» **EXERCISE AIM**
Look through the listing below and report every line that contains "Boulevard".

□ □ □ □ □ □ □

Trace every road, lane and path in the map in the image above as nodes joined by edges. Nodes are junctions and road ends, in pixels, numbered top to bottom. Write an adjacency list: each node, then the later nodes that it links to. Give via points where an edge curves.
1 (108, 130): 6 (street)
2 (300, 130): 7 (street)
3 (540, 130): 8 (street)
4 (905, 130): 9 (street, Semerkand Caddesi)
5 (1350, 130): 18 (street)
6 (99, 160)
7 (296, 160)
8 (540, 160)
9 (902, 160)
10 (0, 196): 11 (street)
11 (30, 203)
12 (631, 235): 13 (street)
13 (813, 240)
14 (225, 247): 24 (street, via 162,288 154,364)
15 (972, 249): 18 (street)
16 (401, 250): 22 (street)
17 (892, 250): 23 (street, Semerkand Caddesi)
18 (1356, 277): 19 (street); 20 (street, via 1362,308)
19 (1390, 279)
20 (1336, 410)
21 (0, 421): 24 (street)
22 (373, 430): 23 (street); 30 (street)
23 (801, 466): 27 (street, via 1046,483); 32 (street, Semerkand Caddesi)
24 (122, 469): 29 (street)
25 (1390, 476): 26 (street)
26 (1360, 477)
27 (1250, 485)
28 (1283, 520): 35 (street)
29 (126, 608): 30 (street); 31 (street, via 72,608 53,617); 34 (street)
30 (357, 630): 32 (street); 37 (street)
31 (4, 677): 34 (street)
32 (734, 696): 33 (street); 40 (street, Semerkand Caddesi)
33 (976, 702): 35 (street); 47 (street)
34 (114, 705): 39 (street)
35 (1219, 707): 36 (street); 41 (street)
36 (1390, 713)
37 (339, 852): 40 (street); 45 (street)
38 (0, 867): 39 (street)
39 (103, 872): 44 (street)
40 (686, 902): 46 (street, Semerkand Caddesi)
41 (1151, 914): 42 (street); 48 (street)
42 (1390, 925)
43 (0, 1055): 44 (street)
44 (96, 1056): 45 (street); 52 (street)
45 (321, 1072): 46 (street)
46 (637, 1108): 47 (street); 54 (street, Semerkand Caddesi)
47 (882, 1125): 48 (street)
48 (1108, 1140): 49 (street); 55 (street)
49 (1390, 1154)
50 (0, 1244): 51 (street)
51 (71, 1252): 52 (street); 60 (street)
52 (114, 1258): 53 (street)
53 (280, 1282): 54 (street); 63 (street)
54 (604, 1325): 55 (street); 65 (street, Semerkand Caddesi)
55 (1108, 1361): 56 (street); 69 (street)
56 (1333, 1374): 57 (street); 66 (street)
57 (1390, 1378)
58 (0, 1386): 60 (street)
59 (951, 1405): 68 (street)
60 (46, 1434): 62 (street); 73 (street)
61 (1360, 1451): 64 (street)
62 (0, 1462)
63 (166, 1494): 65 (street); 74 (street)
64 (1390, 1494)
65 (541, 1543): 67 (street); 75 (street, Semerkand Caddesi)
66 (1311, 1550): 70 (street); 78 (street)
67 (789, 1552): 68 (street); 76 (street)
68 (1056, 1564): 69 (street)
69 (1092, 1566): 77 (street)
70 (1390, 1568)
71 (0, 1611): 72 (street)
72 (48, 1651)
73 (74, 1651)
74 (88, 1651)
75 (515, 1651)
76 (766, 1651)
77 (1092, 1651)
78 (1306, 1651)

□ □ □ □ □ □ □

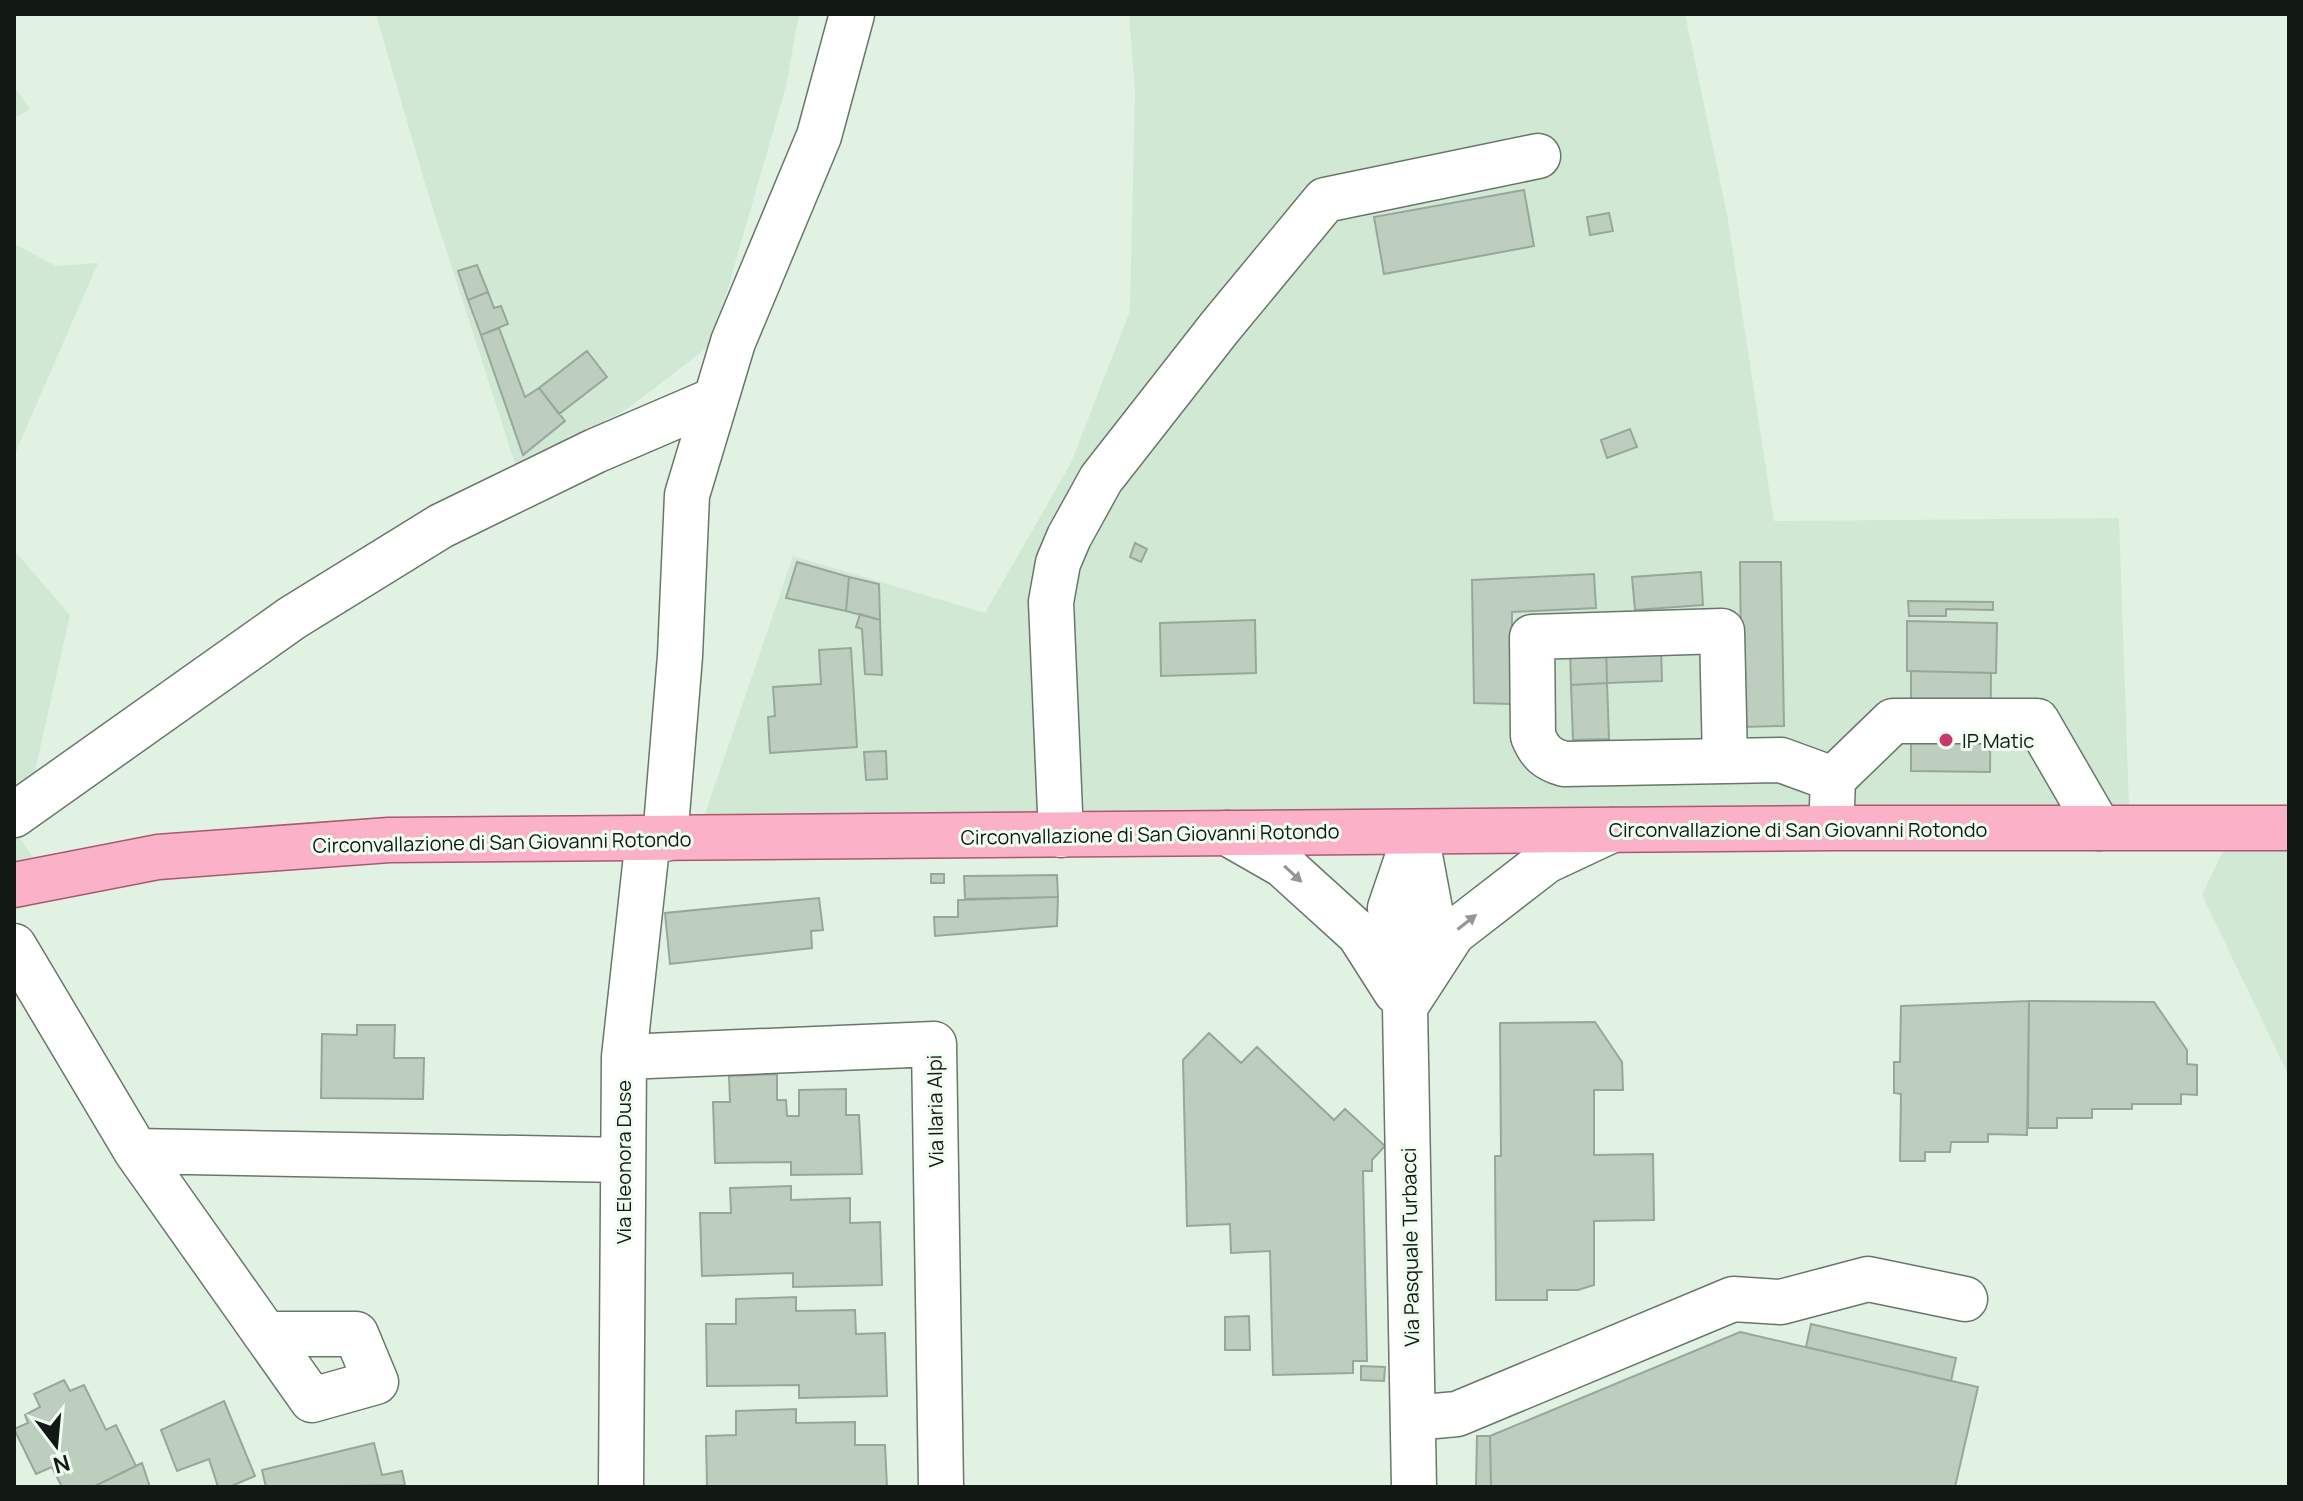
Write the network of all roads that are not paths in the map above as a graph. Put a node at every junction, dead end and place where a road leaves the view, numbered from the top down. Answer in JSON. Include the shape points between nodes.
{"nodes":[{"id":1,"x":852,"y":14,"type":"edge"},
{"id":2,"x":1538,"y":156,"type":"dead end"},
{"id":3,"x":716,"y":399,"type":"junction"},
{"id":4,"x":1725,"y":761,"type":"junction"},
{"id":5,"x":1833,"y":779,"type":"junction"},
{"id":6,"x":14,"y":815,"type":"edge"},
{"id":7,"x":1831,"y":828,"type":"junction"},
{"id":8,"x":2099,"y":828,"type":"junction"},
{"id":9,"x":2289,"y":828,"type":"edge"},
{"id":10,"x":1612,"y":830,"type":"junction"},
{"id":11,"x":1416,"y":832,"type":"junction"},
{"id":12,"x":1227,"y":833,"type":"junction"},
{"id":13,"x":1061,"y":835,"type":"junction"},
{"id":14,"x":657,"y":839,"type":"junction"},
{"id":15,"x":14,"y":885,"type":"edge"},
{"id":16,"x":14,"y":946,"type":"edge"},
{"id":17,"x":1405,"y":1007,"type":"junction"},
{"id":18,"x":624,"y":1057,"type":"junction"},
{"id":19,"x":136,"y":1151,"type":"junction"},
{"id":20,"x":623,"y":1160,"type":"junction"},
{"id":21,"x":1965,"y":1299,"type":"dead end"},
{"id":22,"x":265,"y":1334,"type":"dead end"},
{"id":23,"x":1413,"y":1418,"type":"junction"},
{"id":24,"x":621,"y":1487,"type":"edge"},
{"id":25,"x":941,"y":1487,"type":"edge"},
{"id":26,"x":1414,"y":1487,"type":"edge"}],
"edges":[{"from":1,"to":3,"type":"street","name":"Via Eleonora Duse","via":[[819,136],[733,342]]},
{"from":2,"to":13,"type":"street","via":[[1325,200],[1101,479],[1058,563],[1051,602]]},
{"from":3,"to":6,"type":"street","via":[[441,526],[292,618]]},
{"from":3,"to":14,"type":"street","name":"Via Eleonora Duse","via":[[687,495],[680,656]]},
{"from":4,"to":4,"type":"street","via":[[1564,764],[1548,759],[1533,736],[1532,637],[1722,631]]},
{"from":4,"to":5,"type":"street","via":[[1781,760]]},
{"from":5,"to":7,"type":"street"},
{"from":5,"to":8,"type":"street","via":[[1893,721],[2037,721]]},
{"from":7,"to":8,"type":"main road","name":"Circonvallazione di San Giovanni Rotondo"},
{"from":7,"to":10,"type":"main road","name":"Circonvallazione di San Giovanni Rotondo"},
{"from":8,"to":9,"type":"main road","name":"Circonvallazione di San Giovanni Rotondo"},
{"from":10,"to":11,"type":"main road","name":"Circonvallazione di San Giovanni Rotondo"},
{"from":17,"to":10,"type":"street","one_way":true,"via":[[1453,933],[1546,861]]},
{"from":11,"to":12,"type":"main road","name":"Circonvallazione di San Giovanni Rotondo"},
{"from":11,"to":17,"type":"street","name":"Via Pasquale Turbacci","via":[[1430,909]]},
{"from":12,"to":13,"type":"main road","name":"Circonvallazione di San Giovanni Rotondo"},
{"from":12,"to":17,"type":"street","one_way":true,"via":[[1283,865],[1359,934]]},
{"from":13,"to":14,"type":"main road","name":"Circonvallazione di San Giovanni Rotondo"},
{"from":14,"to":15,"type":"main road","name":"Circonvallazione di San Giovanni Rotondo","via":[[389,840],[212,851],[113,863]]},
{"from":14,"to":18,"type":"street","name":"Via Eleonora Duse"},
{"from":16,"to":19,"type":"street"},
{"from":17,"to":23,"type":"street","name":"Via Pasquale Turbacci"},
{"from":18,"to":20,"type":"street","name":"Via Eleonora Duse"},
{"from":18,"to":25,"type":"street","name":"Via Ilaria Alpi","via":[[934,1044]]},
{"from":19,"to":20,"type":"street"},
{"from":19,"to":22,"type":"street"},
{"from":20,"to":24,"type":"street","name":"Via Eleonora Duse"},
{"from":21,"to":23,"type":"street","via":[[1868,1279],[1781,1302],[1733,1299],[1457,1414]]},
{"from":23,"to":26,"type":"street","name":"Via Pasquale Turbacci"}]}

□ □ □ □ □ □ □

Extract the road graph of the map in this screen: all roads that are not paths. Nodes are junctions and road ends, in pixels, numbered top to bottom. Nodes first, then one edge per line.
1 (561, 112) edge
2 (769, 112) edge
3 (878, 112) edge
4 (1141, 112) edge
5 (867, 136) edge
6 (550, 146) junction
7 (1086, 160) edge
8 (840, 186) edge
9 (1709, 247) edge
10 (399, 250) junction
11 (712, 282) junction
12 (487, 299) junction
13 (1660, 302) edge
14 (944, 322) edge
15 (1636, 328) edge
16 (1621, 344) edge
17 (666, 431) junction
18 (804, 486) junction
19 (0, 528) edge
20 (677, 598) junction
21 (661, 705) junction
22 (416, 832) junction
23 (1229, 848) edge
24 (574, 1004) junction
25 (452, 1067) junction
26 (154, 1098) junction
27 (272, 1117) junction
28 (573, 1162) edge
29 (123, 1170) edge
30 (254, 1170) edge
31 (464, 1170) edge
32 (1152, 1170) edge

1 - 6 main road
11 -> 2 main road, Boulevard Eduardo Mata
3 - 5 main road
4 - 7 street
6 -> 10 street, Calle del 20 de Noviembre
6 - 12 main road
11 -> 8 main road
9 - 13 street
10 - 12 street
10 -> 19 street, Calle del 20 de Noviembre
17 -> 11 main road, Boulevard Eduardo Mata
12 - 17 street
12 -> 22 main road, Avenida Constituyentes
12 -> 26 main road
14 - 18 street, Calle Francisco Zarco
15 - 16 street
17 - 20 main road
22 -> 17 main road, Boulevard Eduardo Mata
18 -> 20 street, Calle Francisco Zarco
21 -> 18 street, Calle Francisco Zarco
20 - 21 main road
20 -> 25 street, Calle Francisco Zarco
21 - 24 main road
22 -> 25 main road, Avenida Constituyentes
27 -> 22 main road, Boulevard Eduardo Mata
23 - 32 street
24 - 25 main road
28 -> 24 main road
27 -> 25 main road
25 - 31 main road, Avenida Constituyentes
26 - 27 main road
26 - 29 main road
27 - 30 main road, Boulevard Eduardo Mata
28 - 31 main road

□ □ □ □ □ □ □

» **FINISHED EXERCISE**
11 -> 2 main road, Boulevard Eduardo Mata
17 -> 11 main road, Boulevard Eduardo Mata
22 -> 17 main road, Boulevard Eduardo Mata
27 -> 22 main road, Boulevard Eduardo Mata
27 - 30 main road, Boulevard Eduardo Mata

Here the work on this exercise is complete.